▼

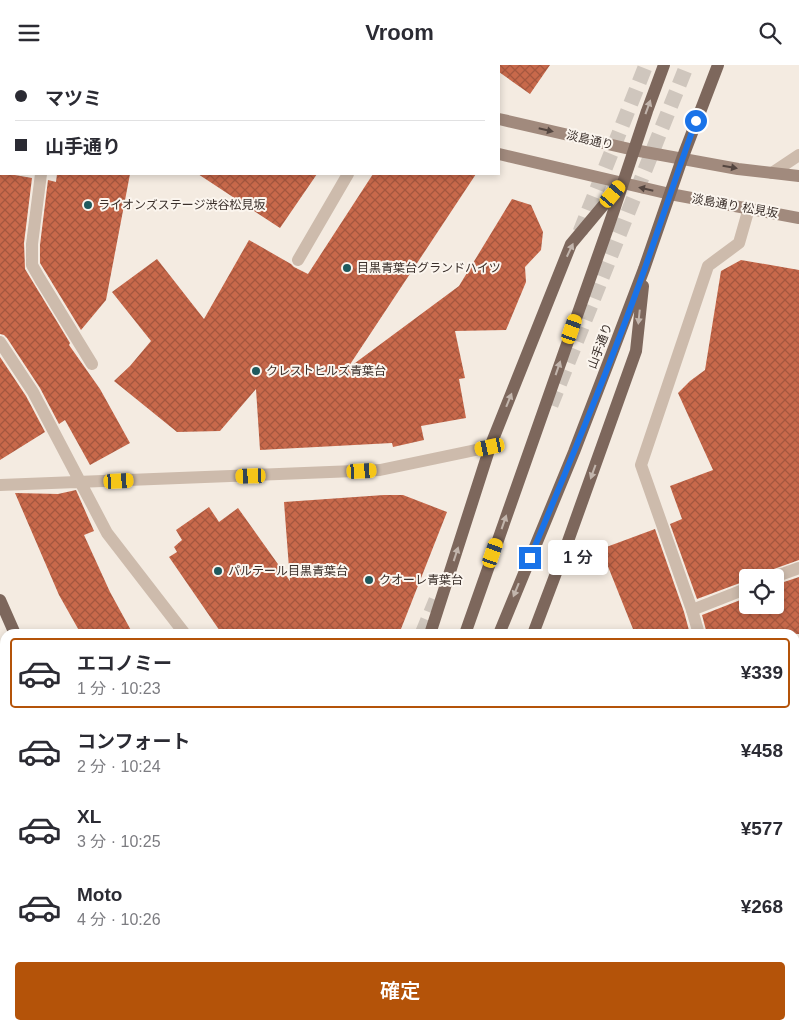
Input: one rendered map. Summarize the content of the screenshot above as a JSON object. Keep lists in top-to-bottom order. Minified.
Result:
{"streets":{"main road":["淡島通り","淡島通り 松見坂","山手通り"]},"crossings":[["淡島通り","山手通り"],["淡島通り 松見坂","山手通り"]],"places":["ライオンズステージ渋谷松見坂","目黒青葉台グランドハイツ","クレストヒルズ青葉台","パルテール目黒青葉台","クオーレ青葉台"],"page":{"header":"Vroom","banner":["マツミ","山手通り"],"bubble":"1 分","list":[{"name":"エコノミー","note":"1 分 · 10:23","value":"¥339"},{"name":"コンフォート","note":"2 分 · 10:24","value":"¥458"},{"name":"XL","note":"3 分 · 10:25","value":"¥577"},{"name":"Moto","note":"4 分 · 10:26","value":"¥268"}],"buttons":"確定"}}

▲

Make an exact copy of the listing above, omitting the pictures.

ANSWER SPACE>
Input: one rendered map. Summarize the content of the screenshot above as a JSON object. Keep lists in top-to-bottom order. Minified.
Result:
{"streets":{"main road":["淡島通り","淡島通り 松見坂","山手通り"]},"crossings":[["淡島通り","山手通り"],["淡島通り 松見坂","山手通り"]],"places":["ライオンズステージ渋谷松見坂","目黒青葉台グランドハイツ","クレストヒルズ青葉台","パルテール目黒青葉台","クオーレ青葉台"],"page":{"header":"Vroom","banner":["マツミ","山手通り"],"bubble":"1 分","list":[{"name":"エコノミー","note":"1 分 · 10:23","value":"¥339"},{"name":"コンフォート","note":"2 分 · 10:24","value":"¥458"},{"name":"XL","note":"3 分 · 10:25","value":"¥577"},{"name":"Moto","note":"4 分 · 10:26","value":"¥268"}],"buttons":"確定"}}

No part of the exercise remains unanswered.